#### [PROBLEM DESCRIPTION]
Every line that includes the word "Gustav" needs to be copied from the listing.
━━━━━━━━━━━━━━━━━━━━━━━━━━━━━━
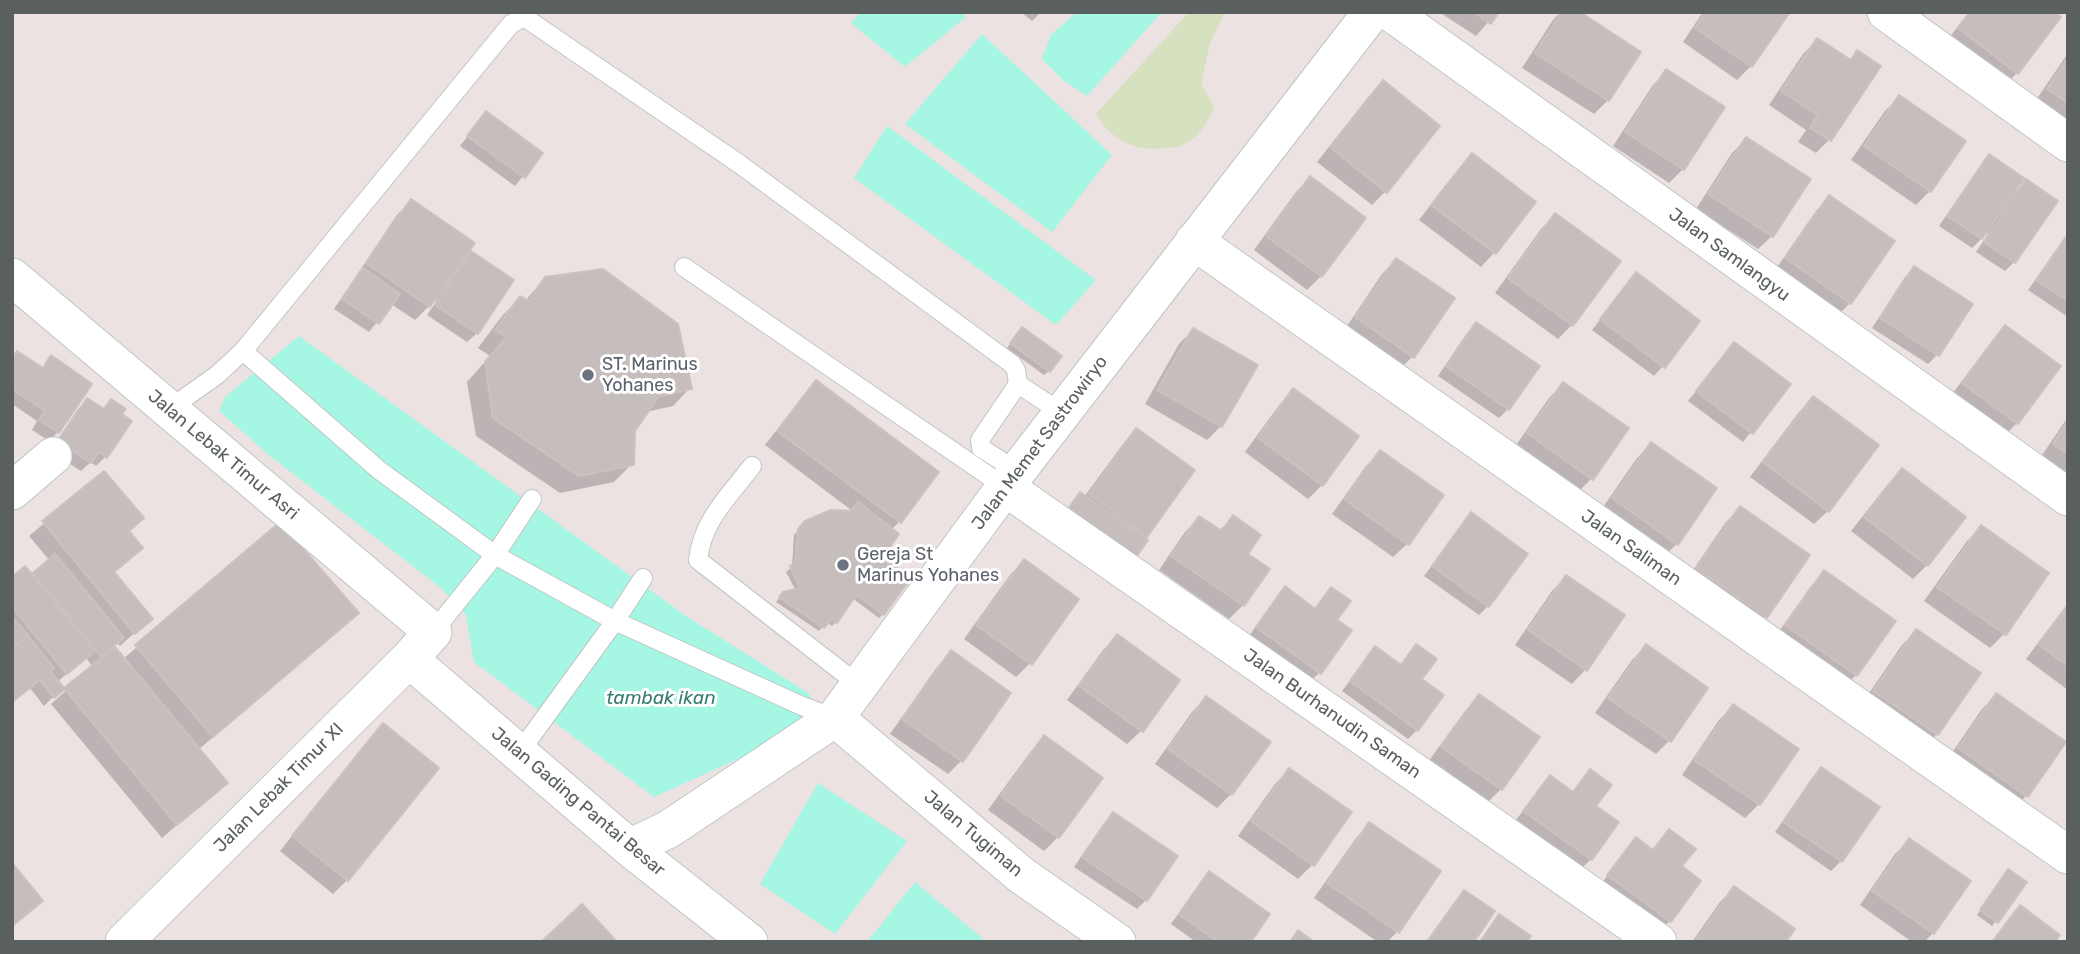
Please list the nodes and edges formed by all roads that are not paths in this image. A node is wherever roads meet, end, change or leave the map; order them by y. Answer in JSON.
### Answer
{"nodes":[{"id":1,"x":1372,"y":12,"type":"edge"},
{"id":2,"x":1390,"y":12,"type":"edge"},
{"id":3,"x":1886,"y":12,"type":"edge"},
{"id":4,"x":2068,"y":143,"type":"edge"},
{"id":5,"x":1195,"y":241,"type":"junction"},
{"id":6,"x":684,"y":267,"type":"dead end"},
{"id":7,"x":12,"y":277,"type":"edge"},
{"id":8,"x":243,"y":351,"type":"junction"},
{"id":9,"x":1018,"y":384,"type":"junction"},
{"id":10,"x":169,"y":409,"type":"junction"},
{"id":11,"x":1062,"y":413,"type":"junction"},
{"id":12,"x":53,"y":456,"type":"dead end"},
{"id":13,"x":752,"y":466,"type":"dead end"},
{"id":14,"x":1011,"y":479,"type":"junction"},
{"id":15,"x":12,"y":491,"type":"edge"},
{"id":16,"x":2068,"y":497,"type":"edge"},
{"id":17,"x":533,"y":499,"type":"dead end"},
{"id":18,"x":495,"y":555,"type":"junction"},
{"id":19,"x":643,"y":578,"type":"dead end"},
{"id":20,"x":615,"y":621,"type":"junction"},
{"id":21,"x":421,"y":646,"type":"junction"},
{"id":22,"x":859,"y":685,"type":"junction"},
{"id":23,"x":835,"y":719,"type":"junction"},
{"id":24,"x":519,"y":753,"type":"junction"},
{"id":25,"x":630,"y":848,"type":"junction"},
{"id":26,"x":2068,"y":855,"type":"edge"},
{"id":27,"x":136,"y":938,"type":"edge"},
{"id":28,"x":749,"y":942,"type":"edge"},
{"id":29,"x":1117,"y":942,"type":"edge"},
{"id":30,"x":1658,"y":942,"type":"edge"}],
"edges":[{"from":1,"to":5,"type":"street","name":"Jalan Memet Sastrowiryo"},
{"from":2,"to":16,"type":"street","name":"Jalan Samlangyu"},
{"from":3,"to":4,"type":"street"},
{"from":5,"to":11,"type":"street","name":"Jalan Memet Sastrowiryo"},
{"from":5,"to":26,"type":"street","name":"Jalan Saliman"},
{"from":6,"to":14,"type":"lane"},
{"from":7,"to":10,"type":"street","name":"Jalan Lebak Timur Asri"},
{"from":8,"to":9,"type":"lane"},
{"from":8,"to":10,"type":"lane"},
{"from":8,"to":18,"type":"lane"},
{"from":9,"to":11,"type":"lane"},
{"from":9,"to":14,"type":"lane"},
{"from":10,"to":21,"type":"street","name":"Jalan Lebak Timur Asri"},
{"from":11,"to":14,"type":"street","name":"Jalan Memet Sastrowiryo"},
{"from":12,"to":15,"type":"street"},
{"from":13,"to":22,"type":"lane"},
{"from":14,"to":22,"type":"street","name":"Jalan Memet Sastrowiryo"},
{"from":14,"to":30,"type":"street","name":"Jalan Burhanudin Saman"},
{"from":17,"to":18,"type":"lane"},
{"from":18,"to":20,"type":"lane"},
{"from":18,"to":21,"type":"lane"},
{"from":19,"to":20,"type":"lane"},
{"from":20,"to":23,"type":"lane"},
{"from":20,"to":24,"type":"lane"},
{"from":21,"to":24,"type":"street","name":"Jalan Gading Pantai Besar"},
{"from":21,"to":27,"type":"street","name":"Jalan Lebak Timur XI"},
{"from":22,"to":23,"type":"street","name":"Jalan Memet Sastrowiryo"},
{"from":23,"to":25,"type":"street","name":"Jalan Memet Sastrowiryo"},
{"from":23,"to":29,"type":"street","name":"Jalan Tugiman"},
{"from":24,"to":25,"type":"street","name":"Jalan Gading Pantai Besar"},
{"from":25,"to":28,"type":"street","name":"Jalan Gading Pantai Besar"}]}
━━━━━━━━━━━━━━━━━━━━━━━━━━━━━━
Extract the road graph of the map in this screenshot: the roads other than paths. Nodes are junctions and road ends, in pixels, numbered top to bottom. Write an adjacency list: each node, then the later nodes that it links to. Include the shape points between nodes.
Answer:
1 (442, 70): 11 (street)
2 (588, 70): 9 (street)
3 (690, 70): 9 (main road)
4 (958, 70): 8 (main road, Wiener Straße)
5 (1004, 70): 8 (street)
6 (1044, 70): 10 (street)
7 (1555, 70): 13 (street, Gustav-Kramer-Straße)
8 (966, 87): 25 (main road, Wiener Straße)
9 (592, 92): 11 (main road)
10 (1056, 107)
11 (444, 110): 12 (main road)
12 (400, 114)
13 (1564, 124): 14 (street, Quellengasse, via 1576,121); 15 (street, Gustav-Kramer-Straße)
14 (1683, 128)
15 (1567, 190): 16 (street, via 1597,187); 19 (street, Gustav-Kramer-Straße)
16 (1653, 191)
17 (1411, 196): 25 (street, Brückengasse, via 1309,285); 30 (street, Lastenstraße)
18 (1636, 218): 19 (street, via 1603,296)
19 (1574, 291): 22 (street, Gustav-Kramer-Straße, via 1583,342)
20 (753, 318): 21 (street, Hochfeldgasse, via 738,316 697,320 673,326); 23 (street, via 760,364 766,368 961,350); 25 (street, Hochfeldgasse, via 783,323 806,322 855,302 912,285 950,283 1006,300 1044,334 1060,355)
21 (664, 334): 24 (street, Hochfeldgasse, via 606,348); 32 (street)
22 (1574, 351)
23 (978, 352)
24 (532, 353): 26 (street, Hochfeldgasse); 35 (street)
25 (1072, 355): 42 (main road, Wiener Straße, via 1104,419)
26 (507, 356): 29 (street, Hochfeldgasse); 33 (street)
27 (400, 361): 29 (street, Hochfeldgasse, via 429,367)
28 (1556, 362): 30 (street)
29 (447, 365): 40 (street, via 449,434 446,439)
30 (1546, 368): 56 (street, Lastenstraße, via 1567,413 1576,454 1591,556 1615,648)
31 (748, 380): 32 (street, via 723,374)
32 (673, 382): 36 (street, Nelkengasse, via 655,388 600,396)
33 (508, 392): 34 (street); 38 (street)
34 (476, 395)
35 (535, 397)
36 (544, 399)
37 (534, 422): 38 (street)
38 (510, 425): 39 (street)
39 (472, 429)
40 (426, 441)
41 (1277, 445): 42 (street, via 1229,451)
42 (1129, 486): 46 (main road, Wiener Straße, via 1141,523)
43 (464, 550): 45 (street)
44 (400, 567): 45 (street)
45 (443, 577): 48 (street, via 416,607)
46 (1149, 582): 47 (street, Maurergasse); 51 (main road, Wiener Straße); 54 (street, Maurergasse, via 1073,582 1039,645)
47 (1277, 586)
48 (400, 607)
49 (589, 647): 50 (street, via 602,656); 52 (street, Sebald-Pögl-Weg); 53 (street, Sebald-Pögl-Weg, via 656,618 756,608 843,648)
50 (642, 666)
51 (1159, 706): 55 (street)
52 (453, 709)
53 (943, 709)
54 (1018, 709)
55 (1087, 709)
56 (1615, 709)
━━━━━━━━━━━━━━━━━━━━━━━━━━━━━━
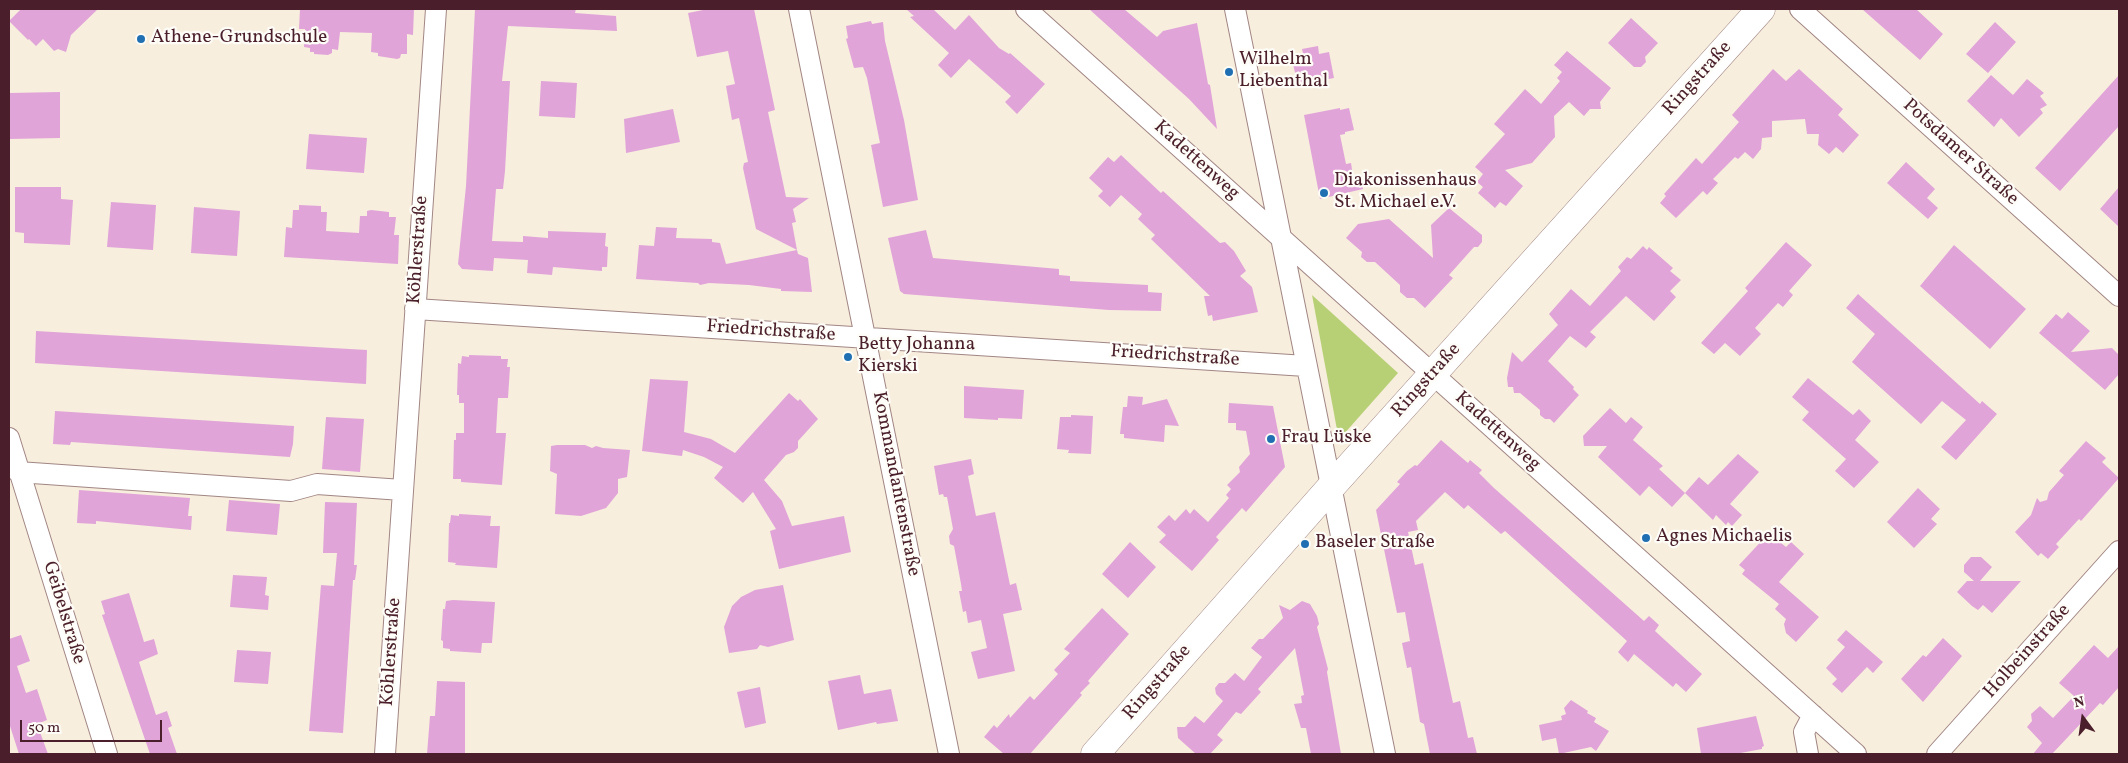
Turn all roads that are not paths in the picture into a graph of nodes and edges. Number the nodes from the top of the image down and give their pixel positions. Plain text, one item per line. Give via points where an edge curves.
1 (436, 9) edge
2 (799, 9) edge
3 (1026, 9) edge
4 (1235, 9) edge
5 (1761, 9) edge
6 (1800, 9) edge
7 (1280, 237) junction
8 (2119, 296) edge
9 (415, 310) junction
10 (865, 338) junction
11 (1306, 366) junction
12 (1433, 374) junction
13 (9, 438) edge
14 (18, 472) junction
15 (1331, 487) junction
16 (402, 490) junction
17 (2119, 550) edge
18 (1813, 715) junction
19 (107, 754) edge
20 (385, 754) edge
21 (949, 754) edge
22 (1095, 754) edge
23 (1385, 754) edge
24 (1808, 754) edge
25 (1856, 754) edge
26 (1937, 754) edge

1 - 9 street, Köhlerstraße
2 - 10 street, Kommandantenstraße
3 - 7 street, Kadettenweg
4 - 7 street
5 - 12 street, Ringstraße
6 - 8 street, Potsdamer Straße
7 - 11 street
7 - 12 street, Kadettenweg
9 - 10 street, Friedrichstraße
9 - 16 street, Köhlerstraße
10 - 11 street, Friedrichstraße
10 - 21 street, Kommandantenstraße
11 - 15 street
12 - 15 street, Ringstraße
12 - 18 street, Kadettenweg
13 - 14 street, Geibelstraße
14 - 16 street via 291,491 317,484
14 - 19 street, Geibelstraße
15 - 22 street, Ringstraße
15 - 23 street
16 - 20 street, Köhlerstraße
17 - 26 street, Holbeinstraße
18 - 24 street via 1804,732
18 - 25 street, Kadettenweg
━━━━━━━━━━━━━━━━━━━━━━━━━━━━━━
#### [ANSWER TO THIS EXERCISE]
7 (1555, 70): 13 (street, Gustav-Kramer-Straße)
13 (1564, 124): 14 (street, Quellengasse, via 1576,121); 15 (street, Gustav-Kramer-Straße)
15 (1567, 190): 16 (street, via 1597,187); 19 (street, Gustav-Kramer-Straße)
19 (1574, 291): 22 (street, Gustav-Kramer-Straße, via 1583,342)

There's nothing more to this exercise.